The hash that changed how we built Hawk
Six months before launch, a customer message arrived that shifted everything. 'Your app is brilliant,' she wrote, 'but if I'm taking this to court, how does a judge know you didn't edit the footage?' She was right. We had no answer.
The moment we realised we were selling trust, not features
That question sits differently when you're a founder than when you're building a feature roadmap. Every dashcam app records video. We could stabilise it, add GPS, sync it to iCloud. But none of that mattered if the evidence itself couldn't be verified.
The legal world doesn't care about your app's design. A solicitor cares about whether a video clip is authentic. Whether anyone, including you, could have tampered with it between recording and submission. In a courtroom, 'we don't have logs of that' isn't a defence. It's a defeat.
We spent a week reading about cryptographic hashing. SHA-256 isn't new technology. It's been used for decades in security, blockchain, and digital forensics. But I realised almost no mobile dashcam app actually implemented it. Most competitors treated video as just another file.
We couldn't compete on that basis. We had to compete on integrity itself.
What happens when every clip carries its own fingerprint
SHA-256 is a mathematical function that creates a unique 64-character string from any file. Change one pixel, one frame, one millisecond of audio, and the hash changes completely. It's deterministic: the same video always produces the same hash. Different videos, even if they look identical to the human eye, produce different hashes.
We decided that every single clip Hawk records would have this hash written to it at the moment of recording. Not later. Not optionally. Built in, permanent, immutable.
This meant something specific for a driver taking a clip to court. They could export a ZIP file (one tap, really) that contained the video, the metadata, the GPS overlay, and a manifest listing every file's SHA-256 hash. An expert witness could verify independently: this file hasn't been altered since it left Hawk on your phone.
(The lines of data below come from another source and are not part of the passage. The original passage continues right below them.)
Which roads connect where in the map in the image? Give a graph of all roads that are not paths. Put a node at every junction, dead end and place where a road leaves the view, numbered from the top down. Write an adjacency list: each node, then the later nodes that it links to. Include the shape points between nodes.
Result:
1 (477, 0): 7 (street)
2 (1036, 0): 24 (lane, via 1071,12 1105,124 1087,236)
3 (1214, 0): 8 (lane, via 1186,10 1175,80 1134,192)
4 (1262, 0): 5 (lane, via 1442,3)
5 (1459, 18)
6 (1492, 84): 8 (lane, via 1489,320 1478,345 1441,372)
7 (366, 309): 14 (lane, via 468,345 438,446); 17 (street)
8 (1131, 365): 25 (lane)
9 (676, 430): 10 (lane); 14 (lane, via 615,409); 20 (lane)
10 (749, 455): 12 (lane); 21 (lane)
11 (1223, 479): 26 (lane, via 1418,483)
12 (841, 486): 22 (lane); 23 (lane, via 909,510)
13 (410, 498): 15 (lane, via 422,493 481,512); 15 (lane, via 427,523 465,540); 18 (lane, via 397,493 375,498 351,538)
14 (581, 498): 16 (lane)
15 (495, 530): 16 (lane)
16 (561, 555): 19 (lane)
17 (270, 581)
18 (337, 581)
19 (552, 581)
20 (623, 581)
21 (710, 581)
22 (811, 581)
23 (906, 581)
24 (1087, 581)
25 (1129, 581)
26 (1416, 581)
No subscription required. No cloud upload required. No trusting MRVL's servers. The cryptographic proof is mathematical, not institutional.
The engineering conversation nobody wants to have
Once we committed to this, the engineering got thorny. Writing the hash at the moment of recording is trivial. Storing it reliably, retrieving it when the user exports, making sure it survives iCloud sync for Pro users, handling it across Android and iOS, testing it with officers and solicitors to make sure they actually trusted it - that was weeks of real work.
We tested it with police services. We spoke to small-claims advocates. We even had a lawyer friend run through a mock dispute scenario, exporting the ZIP, checking the manifest, calculating her own hash to verify ours matched.
The moment she confirmed it worked was the moment I knew we weren't just adding a feature. We were changing what a driver could actually do with their phone.
Why this matters more for rideshare than for anyone else
A commuter with a daily route has one perspective. A rideshare driver has a different problem entirely. They're working with the public. They might be disputed by passengers. Insurance companies want evidence. They need to prove what happened in a cabin - and that's why Rideshare Pro includes cabin recording, along with shift mode for managing multiple trips in a single session.
But the hash layer matters even more here. A rideshare driver who can hand over a manifest with cryptographic proof that footage is unaltered? That's not just feature parity. That's legal protection.
What this actually means for you as a user
In practical terms: you record. The app hashes every clip automatically. You lock your evidence in the Evidence Locker with biometric authentication (it fails closed, so if your phone is stolen, your footage stays locked). If you need to dispute something, you export. You get a ZIP with video, map, metadata, and a manifest. You send it to your insurer or solicitor.
You don't think about hashes. Hawk does.
The only time the hash matters to you is the moment when you realise you have something that holds up. Not in theory. In reality. In a solicitor's office, reading your manifest and nodding.
We didn't build SHA-256 hashing because it was trendy. We built it because once we understood the question ('how do I know this footage is real?'), we couldn't ship without answering it properly. The question is: if you needed your dashcam footage to stand up in court tomorrow, would you trust what your current setup could actually deliver?